For the last 50 years, large food corporations set the agenda on what kind of products end up on supermarket shelves and in the kitchen pantry for millions of people. Trans-fats, preservatives, processed edibles of all kinds were introduced not to respond to consumer demand, but to provide longer shelf life for food suppliers. Today, a small chain of grocers called Hannaford is reversing the tide, with a nutrition system that gives consumers a quick, non-biased rating of the healthiness of the foods they purchase. Their "Guiding Stars" nutrition system has led to consumer groups hailing them as "heroes," and has put big food companies against the ropes for selling "health-conscious" foods that don't deliver what they promise.
Hannaford began the Guiding Stars effort to help consumers navigate the aisles for healthy products, much like travelers used stars in the past to guide their travels. Using a mathematical formula that scored food on positive traits (vitamins and minerals, fiber and whole grains) as well as negative (trans-fats, saturated fat, cholesterol, added sodium and sugars), Hannaford's team of nutritionists devised a three-star system to rate their products. Products were given one star (good nutritional value), two stars (better nutritional value) or three (best nutritional value).
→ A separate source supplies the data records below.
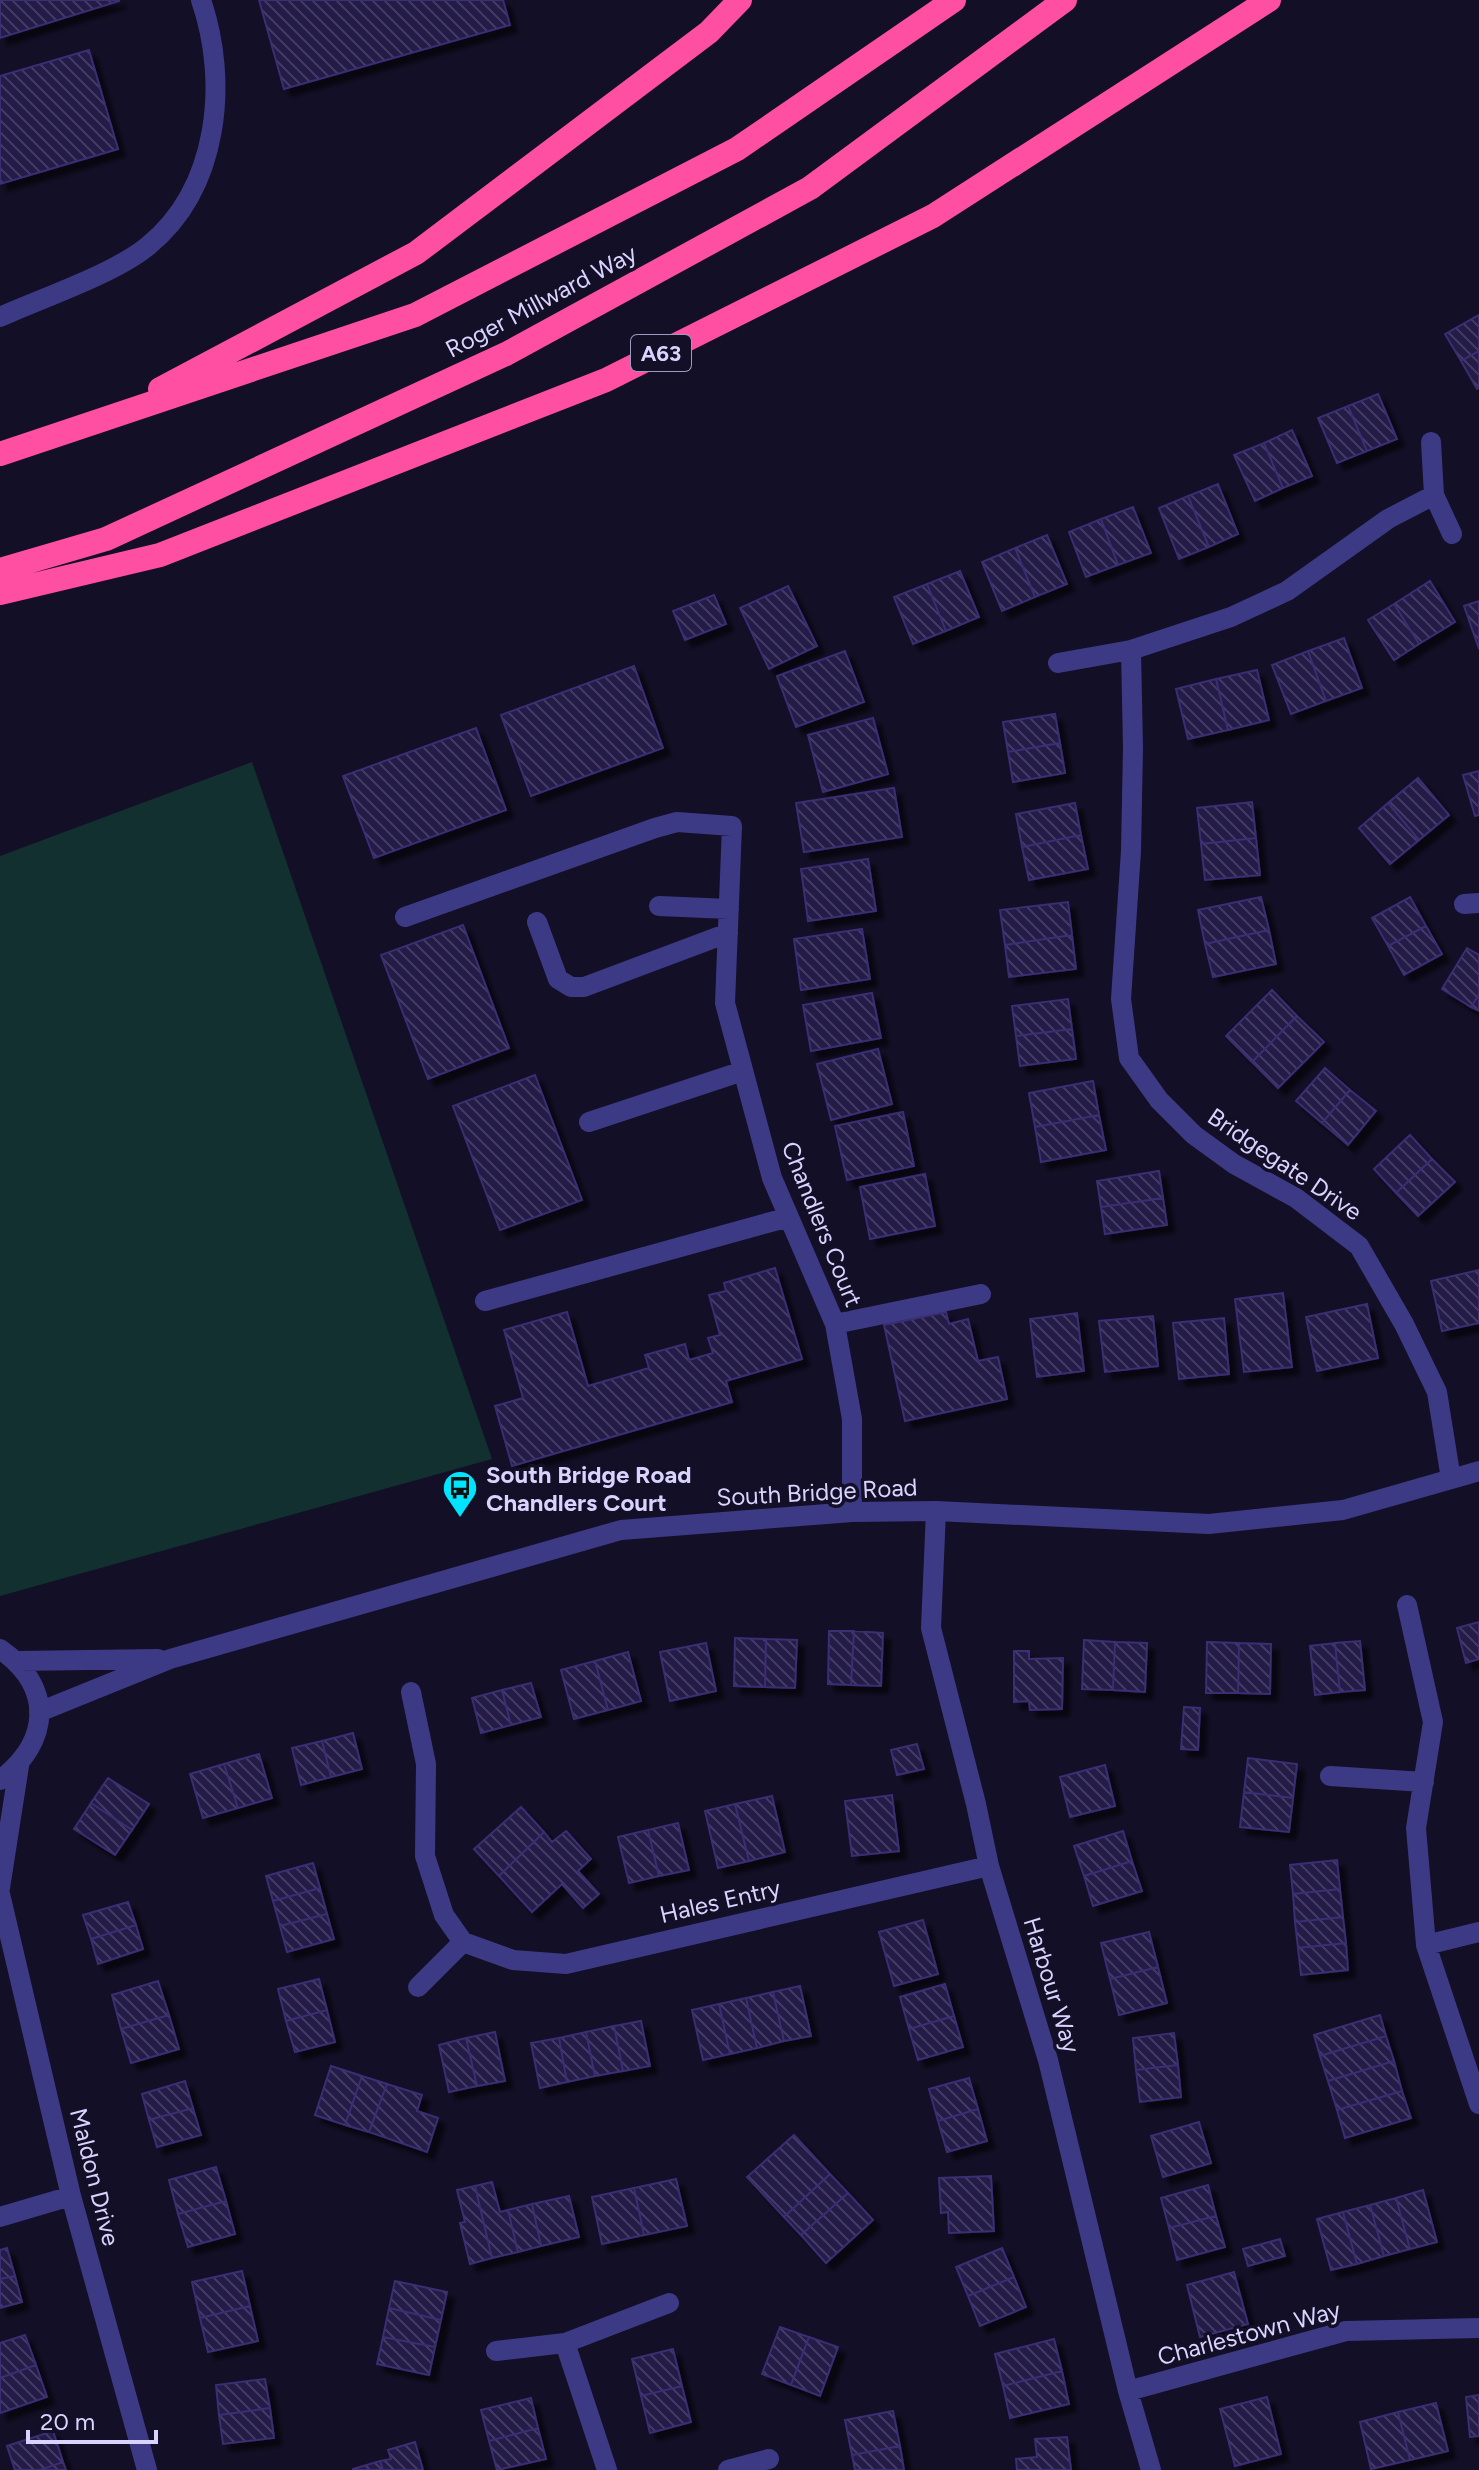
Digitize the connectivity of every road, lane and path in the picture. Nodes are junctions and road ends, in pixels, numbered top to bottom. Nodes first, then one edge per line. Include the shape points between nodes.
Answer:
1 (201, 0) edge
2 (740, 0) edge
3 (954, 0) edge
4 (1065, 0) edge
5 (1269, 0) edge
6 (0, 317) edge
7 (94, 424) junction
8 (1431, 442) dead end
9 (0, 454) edge
10 (1434, 495) junction
11 (1452, 534) dead end
12 (0, 570) edge
13 (0, 593) edge
14 (1131, 650) junction
15 (1058, 663) dead end
16 (659, 906) dead end
17 (729, 909) junction
18 (405, 917) dead end
19 (537, 922) dead end
20 (728, 933) junction
21 (743, 1071) junction
22 (589, 1122) dead end
23 (789, 1217) junction
24 (981, 1294) dead end
25 (485, 1301) dead end
26 (835, 1324) junction
27 (1479, 1471) edge
28 (1451, 1479) junction
29 (936, 1511) junction
30 (852, 1512) junction
31 (1407, 1605) dead end
32 (0, 1649) edge
33 (170, 1659) junction
34 (18, 1661) junction
35 (411, 1692) dead end
36 (39, 1712) junction
37 (19, 1766) junction
38 (1330, 1776) dead end
39 (0, 1780) edge
40 (1424, 1782) junction
41 (989, 1866) junction
42 (0, 1888) edge
43 (0, 1894) edge
44 (1479, 1932) edge
45 (463, 1942) junction
46 (1426, 1945) junction
47 (418, 1987) dead end
48 (1479, 2104) edge
49 (71, 2196) junction
50 (0, 2217) edge
51 (669, 2303) dead end
52 (1479, 2328) edge
53 (565, 2343) junction
54 (496, 2351) dead end
55 (1128, 2391) junction
56 (769, 2459) dead end
57 (147, 2470) edge
58 (607, 2470) edge
59 (728, 2470) edge
60 (1151, 2470) edge

1 - 6 street via 213,46 217,94 212,136 178,217 147,247 106,271
2 - 7 highway via 709,32 416,253
3 - 7 highway, Roger Millward Way via 737,149 415,315
4 - 12 highway, Roger Millward Way via 810,188 506,354 106,539
5 - 13 highway, A63 via 933,216 606,380 160,555
7 - 9 highway, Roger Millward Way
8 - 10 street
10 - 11 street
10 - 14 street via 1388,519 1287,591 1231,617
14 - 15 street
14 - 28 street, Bridgegate Drive via 1131,851 1121,999 1129,1058 1159,1100 1194,1135 1296,1198 1359,1246 1437,1392
16 - 17 street
17 - 18 street, Chandlers Court via 732,826 677,822
17 - 20 street, Chandlers Court
19 - 20 street via 558,979 571,987 584,987
20 - 21 street, Chandlers Court via 725,1003
21 - 22 street
21 - 23 street, Chandlers Court via 772,1178
23 - 25 street
23 - 26 street, Chandlers Court
24 - 26 street
26 - 30 street, Chandlers Court via 852,1419
27 - 28 street, South Bridge Road
28 - 29 street, South Bridge Road via 1343,1510 1209,1524
29 - 30 street, South Bridge Road
29 - 41 street, Harbour Way via 931,1628
30 - 33 street, South Bridge Road via 621,1530
31 - 40 street via 1433,1722
32 - 34 street
33 - 34 street, South Bridge Road
33 - 36 street, South Bridge Road
34 - 36 street
35 - 45 street via 426,1764 425,1856 444,1915
36 - 37 street via 34,1741
37 - 39 street
37 - 42 street
38 - 40 street
40 - 46 street via 1416,1828
41 - 45 street, Hales Entry via 566,1964 513,1960
41 - 55 street, Harbour Way via 1048,2060
43 - 49 street, Maldon Drive
44 - 46 street
45 - 47 street
46 - 48 street
49 - 50 street
49 - 57 street, Maldon Drive
51 - 53 street
52 - 55 street, Charlestown Way via 1346,2331
53 - 54 street
53 - 58 street
55 - 60 street, Harbour Way
56 - 59 street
Of the 27,000 products surveyed, a surprising 77 percent of them received zero stars; among them were foods that are advertised as being good for you.
Companies like Campbell's were quick to defend themselves when products in their Healthy Request line of soup received zero stars. "We don't like the idea that there are good and bad foods out there," said John Faulkner, director of brand communication at Campbell Soup Company in The New York Times. Calling the Guiding Stars an "arbitrary grading system," he insisted that his company's soup aligned with the government's definition of healthy food. A. Elizabeth Sloan, president of Sloan Trends, also commented that it was unrealistic for the manufacturers to remove all the fat, sugar and salt because nobody would buy the result. "Look at all those super-duper healthy products that are in those healthy food stores. They don't taste good."
Marion Nestle, food guru and a professor of nutrition at New York University, feels that the abysmal marks given by Hannaford reveal "what happens when an independent group sets the criteria." As evidence of the system's lack of bias, most of Hannaford's own store-branded products received no stars. Nestle told Adbusters that while Hannaford's system is difficult to know because the company has not made the criteria public, she supports the store's initiative. "I like the Guiding Stars idea in principle," she commented, "and I think it could be really useful particularly because the criteria – whatever they are – must be really strict. I am most curious to know whether the system encourages healthier choices." Nestle will be meeting with a member of Hannaford later this year to discuss the results of their program.
The publicity generated by the Guiding Stars is putting the heat on other distributors to label the health value of their products. Already, with the move toward local and organic food, consumer demand has swayed big food distributors to providing better food for the masses. Several companies, including Wegman's, Kroger and heb have started their own versions of this type of program, albeit with different guidelines. Even if you don't shop at one of the 150 Hannaford grocery stores in the us, it may not be long before every store boasts a similar system – completely independent of influence from manufacturers – that helps people distinguish the real healthy foods from those that only claim healthiness on the label. With the Hannaford Guiding Stars lighting the way, consumers are already on the path toward taking back control of what they eat.
The Hannaford Brothers supermarket chain developed a formula based on 21 measures, from calcium to fat to sodium, to rate the nutritional value of 27,000 products. Three stars are awarded to its healthiest products and zero to products that did not meet certain standards. Almost eighty percent of the products rated did not receive any stars.
The clear winners: fresh fruit and vegetables. All received three stars.
Other high scorers included pasta (88 percent of the products reviewed earned stars), cereals (55 percent) and seafood – 43 percent of those items snagged at least one star, and salmon earned three. By comparison, the high sodium content of canned soup meant that just 12 percent of the rated items earned one star or more. About a quarter of meat products got at least a single star; boneless, skinless chicken breasts won three.
Soft drinks received no stars. Bakery products also didn't fare well: just seven percent earned even one star. Cookies, cakes and pies had too much added fat and sugar and not enough fiber. Bread often scored too high on sodium to earn any stars.
In the dairy case, skim milk earned three stars, whole milk got none (due to its fat content) while one percent milk snagged two stars. Nonfat, plain yogurt also earned three stars, but most other yogurt received none because of too much added sugar. Eggs went unstarred, although egg substitutes, which are low in cholesterol, often earned a star or more. Margarine was not rated, but it may be assessed in the second phase of the program. Butter earned no stars.